Start of Records for this exercise
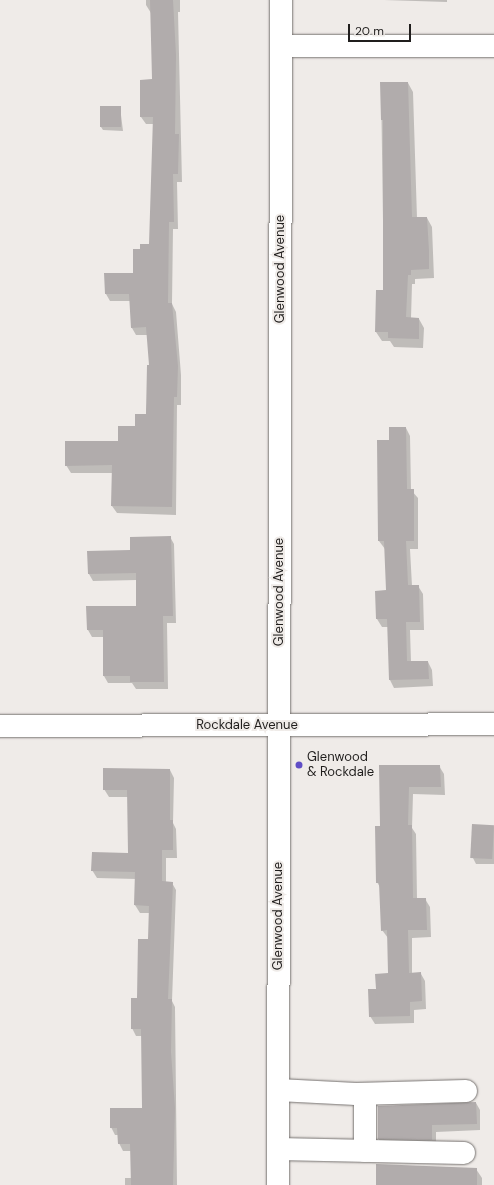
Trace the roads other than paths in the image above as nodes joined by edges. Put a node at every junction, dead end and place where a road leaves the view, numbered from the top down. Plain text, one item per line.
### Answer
1 (280, 0) edge
2 (281, 46) junction
3 (494, 46) edge
4 (494, 724) edge
5 (278, 725) junction
6 (0, 726) edge
7 (278, 1090) junction
8 (466, 1091) dead end
9 (365, 1094) junction
10 (278, 1149) junction
11 (365, 1151) junction
12 (464, 1153) dead end
13 (278, 1185) edge

1 - 2 street, Glenwood Avenue
2 - 3 street
2 - 5 street, Glenwood Avenue
4 - 5 street, Rockdale Avenue
5 - 6 street, Rockdale Avenue
5 - 7 street, Glenwood Avenue
7 - 9 street
7 - 10 street, Glenwood Avenue
8 - 9 street
9 - 11 street
10 - 11 street
10 - 13 street, Glenwood Avenue
11 - 12 street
End of Records for this exercise
Without any of its images, the data above should be returned exactly.

- [Written reply]
Trace the roads other than paths in the image above as nodes joined by edges. Put a node at every junction, dead end and place where a road leaves the view, numbered from the top down. Plain text, one item per line.
### Answer
1 (280, 0) edge
2 (281, 46) junction
3 (494, 46) edge
4 (494, 724) edge
5 (278, 725) junction
6 (0, 726) edge
7 (278, 1090) junction
8 (466, 1091) dead end
9 (365, 1094) junction
10 (278, 1149) junction
11 (365, 1151) junction
12 (464, 1153) dead end
13 (278, 1185) edge

1 - 2 street, Glenwood Avenue
2 - 3 street
2 - 5 street, Glenwood Avenue
4 - 5 street, Rockdale Avenue
5 - 6 street, Rockdale Avenue
5 - 7 street, Glenwood Avenue
7 - 9 street
7 - 10 street, Glenwood Avenue
8 - 9 street
9 - 11 street
10 - 11 street
10 - 13 street, Glenwood Avenue
11 - 12 street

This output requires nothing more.